What to do ▸
Review the material and extract every line in which the word "strokeStyle" occurs.

Task input ▸
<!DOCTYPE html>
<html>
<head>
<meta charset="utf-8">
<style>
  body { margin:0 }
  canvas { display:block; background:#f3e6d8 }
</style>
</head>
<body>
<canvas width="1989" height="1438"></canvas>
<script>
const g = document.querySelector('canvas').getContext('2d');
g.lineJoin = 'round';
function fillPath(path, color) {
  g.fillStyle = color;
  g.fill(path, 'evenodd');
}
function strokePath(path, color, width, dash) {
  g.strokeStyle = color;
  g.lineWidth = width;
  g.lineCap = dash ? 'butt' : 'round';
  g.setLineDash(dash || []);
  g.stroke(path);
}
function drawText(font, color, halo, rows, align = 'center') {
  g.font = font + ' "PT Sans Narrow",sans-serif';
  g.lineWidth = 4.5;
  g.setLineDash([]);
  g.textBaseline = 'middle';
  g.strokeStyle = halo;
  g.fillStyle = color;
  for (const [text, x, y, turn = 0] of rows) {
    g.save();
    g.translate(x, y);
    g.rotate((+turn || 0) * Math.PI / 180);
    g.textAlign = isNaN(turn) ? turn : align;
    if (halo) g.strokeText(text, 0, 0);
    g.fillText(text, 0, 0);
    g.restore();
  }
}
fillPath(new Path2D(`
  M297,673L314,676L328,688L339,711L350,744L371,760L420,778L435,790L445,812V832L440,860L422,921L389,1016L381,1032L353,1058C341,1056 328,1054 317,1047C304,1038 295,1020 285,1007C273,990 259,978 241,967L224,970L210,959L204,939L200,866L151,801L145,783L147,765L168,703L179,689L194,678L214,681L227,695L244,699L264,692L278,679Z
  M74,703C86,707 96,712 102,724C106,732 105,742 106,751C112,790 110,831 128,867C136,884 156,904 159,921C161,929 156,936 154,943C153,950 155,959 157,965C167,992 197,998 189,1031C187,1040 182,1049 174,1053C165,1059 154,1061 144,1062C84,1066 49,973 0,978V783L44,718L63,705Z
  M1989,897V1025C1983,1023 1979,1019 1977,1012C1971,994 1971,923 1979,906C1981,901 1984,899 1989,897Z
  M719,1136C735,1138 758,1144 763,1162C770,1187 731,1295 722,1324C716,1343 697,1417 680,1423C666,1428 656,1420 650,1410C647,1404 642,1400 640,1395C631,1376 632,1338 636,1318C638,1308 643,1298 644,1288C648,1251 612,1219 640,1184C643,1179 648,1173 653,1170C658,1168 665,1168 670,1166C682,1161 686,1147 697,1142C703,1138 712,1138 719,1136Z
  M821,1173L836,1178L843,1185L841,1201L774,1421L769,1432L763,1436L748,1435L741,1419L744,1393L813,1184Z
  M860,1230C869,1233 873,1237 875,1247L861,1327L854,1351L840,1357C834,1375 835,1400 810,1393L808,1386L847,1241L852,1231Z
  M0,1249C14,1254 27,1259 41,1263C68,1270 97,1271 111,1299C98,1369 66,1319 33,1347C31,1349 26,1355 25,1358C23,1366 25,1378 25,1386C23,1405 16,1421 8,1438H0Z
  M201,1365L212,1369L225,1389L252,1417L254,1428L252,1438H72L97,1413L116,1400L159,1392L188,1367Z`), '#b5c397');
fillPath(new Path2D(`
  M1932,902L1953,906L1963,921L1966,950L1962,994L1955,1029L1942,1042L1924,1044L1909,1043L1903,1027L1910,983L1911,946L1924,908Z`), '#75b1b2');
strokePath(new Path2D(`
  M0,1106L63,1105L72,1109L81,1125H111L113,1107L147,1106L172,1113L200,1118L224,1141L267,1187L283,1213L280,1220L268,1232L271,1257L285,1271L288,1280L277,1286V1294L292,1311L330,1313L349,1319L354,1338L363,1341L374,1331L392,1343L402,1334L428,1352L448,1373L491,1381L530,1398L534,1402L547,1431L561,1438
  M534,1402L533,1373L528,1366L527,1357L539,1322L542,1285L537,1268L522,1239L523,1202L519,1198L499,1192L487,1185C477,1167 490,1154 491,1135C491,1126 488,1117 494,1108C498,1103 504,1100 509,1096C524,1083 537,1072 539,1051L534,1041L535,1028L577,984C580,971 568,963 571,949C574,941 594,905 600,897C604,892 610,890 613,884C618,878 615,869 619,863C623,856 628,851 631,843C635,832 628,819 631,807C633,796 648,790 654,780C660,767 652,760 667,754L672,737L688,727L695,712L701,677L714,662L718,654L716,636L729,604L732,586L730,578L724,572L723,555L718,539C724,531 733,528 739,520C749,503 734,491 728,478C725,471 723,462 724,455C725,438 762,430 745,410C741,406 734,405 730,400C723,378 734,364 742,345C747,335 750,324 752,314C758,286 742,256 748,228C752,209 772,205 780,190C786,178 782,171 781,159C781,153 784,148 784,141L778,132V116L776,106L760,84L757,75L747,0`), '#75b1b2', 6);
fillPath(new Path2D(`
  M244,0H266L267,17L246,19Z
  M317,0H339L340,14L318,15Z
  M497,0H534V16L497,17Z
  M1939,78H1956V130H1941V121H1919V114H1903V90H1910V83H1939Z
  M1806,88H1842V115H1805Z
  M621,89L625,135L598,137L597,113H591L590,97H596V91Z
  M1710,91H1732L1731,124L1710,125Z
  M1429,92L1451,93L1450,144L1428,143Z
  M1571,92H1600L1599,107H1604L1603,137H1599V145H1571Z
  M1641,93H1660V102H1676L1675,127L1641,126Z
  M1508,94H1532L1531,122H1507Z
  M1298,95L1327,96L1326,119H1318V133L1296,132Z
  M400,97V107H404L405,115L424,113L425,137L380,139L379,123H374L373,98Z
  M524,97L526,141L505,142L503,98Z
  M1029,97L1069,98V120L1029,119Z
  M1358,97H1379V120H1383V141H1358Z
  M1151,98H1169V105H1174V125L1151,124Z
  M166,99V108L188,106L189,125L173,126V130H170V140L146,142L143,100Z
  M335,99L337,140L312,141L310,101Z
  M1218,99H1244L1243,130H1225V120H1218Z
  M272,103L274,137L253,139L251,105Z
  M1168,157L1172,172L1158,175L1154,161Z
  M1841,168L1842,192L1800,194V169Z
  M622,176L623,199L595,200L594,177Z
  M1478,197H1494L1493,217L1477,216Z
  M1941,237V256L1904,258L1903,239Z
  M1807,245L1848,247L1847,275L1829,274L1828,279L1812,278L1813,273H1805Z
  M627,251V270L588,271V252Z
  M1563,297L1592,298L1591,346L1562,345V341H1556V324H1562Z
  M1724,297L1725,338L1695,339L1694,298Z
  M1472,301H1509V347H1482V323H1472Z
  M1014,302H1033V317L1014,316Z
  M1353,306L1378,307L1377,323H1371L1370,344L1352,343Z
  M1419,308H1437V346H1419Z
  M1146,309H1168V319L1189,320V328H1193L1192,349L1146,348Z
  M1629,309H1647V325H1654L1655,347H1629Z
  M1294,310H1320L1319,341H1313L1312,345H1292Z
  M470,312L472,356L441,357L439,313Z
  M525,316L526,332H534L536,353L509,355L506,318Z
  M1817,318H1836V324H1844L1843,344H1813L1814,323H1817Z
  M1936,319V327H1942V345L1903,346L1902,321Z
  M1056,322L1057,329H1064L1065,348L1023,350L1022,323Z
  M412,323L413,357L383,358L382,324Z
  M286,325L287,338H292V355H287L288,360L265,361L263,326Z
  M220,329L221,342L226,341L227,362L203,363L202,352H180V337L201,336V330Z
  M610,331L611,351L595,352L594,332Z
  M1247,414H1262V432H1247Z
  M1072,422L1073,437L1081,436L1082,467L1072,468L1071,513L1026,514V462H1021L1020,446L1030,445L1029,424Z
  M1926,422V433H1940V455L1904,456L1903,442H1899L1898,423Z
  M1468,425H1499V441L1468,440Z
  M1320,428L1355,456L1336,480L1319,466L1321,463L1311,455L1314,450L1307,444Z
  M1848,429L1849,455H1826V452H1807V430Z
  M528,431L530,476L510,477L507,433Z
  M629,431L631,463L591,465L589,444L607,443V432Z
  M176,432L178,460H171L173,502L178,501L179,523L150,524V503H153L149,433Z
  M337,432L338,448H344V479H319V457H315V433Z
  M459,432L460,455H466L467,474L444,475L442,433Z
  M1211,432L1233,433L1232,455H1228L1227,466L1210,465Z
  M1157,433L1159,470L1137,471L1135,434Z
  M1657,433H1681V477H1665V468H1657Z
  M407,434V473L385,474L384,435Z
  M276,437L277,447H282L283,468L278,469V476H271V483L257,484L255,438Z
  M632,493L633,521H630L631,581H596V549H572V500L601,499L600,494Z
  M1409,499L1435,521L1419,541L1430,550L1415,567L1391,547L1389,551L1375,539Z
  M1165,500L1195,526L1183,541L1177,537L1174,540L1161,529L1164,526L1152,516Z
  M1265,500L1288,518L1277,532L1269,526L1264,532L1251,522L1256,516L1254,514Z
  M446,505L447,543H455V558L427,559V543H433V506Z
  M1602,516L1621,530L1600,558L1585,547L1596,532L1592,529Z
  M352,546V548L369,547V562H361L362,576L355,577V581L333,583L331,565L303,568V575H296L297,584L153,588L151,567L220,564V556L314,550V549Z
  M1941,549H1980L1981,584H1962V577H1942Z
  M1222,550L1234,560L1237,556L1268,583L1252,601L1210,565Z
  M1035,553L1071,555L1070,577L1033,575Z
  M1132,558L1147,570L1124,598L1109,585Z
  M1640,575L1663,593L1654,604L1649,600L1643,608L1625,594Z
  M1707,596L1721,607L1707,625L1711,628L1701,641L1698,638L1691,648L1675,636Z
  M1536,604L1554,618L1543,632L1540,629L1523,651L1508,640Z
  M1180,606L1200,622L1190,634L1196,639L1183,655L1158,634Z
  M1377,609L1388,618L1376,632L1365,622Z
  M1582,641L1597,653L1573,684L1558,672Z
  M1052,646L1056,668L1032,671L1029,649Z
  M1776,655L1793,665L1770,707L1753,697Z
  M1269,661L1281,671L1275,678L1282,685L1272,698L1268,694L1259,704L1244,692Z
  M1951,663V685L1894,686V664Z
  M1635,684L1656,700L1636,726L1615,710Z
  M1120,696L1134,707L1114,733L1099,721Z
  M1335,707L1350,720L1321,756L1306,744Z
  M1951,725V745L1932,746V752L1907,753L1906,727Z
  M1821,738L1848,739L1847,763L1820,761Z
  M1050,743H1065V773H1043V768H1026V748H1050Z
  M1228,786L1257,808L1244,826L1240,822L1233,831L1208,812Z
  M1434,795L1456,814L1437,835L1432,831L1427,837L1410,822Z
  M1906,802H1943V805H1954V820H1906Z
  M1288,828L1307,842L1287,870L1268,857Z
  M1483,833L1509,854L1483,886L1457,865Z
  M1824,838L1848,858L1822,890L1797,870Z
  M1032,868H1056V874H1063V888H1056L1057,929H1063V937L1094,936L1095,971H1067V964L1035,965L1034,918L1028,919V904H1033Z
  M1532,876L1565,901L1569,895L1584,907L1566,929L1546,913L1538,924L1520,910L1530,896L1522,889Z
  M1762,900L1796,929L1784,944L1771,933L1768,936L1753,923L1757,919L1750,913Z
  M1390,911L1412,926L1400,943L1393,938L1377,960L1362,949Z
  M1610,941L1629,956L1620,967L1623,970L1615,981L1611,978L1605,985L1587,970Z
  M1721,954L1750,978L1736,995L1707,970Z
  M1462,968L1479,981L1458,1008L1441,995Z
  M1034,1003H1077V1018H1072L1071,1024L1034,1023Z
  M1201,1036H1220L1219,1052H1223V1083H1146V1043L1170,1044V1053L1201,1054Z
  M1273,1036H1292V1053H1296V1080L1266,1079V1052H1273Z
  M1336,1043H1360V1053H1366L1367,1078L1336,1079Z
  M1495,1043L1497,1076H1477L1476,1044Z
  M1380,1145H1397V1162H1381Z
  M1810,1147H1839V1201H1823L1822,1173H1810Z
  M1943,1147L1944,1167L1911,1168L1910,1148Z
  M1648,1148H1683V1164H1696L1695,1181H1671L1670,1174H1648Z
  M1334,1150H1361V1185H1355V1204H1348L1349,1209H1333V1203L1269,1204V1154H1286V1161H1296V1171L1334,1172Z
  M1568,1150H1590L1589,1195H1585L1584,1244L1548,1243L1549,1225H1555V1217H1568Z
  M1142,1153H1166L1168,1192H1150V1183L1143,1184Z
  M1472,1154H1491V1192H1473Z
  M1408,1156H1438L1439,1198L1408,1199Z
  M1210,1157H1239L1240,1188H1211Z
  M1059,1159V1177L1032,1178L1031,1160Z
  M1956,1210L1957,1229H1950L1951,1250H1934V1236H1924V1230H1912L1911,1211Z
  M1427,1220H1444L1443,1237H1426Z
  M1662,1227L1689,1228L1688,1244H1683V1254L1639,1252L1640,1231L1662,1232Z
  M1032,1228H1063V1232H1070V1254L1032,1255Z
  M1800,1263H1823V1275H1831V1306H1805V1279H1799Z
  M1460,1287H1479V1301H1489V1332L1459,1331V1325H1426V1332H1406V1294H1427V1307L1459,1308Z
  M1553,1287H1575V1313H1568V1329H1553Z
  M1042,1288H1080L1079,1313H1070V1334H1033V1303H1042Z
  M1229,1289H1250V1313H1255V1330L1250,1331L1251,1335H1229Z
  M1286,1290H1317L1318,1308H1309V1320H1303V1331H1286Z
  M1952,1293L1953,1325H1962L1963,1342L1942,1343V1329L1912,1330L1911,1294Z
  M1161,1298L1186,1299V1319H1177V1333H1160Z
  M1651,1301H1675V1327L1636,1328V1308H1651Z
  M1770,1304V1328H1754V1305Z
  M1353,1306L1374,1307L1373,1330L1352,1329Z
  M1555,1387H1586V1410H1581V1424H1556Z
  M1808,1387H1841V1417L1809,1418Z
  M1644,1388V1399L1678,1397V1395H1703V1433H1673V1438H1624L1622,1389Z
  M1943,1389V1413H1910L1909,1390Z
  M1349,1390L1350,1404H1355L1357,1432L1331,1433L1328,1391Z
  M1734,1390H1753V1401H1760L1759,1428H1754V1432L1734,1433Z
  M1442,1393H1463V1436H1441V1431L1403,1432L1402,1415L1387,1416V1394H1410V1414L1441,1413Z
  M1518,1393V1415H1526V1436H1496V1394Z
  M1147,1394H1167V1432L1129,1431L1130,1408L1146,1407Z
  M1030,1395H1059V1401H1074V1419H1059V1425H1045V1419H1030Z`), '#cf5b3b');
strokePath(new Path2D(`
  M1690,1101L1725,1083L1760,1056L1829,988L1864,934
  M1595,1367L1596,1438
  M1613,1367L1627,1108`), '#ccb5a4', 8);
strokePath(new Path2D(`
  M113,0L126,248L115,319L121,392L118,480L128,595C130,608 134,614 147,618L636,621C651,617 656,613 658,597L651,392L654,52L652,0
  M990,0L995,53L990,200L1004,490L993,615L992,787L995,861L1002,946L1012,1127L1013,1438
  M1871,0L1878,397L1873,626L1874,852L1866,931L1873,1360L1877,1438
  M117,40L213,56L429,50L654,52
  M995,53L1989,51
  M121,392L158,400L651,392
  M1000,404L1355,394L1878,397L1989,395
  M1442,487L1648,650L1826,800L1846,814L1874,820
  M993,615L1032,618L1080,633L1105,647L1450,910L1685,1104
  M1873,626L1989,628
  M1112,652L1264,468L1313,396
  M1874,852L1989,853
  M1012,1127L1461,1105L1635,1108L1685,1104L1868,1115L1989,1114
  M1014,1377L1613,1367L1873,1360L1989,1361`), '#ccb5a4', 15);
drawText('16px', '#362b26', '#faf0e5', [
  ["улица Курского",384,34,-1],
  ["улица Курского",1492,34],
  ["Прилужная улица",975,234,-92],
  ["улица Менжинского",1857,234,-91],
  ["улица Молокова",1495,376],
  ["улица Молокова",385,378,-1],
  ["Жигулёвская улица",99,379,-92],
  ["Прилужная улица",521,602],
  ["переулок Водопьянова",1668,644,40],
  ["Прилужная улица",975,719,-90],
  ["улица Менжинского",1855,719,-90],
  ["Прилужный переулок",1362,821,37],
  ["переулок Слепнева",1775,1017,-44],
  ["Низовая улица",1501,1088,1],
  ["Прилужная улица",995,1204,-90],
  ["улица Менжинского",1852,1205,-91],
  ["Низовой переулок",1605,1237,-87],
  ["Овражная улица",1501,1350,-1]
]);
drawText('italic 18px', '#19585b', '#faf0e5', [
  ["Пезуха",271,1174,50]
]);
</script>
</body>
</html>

Reply to the task ▸
  g.strokeStyle = color;
  g.strokeStyle = halo;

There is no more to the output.